The results are in for two prestigious global photo contests, and as usual World Press Photo has controversy tailing close behind it.
First, the Andrew Quilty thing. It comes across as mean-spirited, unfair and lacking any transparency for media organisations to announce their draconian punishments against Quilty without providing the most basic details of the accusations, or flagging any further investigation into the claims on which those punishments are based.
Perhaps when the details emerge we will be collectively horrified by the ugly details. It may be that merely writing this criticism of the process of expelling Quilty from the photographic community – because that’s what’s happening here – will be seen as defending his apparently shocking behaviour.
But this is not a matter of defending Andrew Quilty – we don’t know what we would be defending him against. It’s more a defense of natural justice.

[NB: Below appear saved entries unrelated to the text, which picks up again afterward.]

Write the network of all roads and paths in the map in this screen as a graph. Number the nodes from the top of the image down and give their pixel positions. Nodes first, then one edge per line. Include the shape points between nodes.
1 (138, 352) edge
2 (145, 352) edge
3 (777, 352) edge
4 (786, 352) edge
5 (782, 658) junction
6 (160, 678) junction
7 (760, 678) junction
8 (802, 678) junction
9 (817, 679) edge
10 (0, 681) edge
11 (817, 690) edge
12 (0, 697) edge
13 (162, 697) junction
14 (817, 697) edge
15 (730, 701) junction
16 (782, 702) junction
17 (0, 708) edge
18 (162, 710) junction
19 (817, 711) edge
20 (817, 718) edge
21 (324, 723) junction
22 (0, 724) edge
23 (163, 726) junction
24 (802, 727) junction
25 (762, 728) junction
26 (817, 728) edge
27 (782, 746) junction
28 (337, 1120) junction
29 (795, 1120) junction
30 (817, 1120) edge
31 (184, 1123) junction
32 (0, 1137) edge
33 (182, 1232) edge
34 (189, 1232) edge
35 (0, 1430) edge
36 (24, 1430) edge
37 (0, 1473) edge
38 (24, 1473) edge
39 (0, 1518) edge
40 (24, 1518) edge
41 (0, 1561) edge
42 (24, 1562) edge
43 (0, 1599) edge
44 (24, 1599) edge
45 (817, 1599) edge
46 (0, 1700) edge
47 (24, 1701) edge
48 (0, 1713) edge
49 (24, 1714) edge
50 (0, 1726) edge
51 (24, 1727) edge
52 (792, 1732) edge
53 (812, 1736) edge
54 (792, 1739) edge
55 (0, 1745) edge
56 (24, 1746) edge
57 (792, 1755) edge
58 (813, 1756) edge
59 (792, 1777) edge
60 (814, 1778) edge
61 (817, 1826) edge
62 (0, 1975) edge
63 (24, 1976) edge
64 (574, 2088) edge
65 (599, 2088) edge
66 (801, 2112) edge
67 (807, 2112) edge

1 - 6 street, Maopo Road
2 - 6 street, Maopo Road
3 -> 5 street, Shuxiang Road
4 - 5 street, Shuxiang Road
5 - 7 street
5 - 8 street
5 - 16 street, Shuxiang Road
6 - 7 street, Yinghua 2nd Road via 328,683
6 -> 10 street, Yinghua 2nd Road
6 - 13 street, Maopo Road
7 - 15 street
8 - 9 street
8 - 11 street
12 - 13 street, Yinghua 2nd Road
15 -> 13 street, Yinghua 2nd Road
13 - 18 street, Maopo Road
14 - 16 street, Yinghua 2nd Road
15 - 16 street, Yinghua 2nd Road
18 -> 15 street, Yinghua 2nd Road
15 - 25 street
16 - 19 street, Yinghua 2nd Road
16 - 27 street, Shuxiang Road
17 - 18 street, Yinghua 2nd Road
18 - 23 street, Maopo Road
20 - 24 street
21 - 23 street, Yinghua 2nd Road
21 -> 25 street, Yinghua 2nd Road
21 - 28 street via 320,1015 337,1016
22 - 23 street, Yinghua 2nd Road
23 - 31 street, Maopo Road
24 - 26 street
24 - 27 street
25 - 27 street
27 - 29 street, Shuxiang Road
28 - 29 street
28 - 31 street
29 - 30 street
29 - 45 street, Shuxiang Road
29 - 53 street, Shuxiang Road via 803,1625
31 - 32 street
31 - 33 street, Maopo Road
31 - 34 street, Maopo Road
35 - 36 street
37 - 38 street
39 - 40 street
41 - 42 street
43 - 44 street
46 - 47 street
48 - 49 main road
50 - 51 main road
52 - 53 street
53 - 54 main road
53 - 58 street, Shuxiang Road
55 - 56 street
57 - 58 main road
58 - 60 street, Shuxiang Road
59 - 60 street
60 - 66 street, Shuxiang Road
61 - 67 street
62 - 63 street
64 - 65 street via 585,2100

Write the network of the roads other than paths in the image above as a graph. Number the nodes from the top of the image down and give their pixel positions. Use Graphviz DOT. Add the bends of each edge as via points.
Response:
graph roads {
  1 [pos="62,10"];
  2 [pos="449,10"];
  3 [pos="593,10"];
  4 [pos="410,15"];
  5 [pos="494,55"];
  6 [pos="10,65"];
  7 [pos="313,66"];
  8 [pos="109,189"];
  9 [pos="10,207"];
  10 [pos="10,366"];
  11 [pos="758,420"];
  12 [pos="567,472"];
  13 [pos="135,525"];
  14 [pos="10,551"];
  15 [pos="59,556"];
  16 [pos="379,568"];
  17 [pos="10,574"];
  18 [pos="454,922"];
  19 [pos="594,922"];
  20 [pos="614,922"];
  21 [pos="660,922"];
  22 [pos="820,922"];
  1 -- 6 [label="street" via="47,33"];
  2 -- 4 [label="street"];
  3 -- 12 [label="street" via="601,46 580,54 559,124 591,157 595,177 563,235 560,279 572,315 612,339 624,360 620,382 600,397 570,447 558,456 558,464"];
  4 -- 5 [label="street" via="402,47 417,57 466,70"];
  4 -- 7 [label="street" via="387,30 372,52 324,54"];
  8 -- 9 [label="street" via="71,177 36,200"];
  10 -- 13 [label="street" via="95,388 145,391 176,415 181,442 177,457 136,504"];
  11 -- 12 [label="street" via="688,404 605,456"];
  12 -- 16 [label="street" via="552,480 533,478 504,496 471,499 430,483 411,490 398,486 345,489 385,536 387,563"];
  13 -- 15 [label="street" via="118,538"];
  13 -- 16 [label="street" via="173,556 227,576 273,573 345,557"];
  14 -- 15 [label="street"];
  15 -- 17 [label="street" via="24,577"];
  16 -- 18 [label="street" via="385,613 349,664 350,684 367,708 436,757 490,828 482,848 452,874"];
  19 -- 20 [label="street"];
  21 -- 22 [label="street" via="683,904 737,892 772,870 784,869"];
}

He may be proven to be the devil incarnate, but photojournalism has been better for Quilty’s contribution. His relatively short career has brought important stories from a war-torn country that’s fallen from the media radar. His documentation of the Kabul Ambulance Bomb in late January last year goes unmatched. Quilty’s 2015 Gold Walkley winning feature article, The Man on the Operating Table, brought a human element to the US airstrike on the Médecins Sans Frontières hospital. He’s a multi-award winning photographer for a reason.
Quilty recently told ABC Radio that only love could drag him away from Kabul. He clearly doesn’t want to stop telling Afghanistan’s story.
But it feels like things are about to get real bad for Andrew Quilty. In a perverse sort of way, one hopes his crime (and surely it can be nothing short of a crime, whatever it is) is worthy of the swift and merciless punishment doled out. Otherwise those worthy folk at the WPP and the NY Times have themselves lost their moral compass.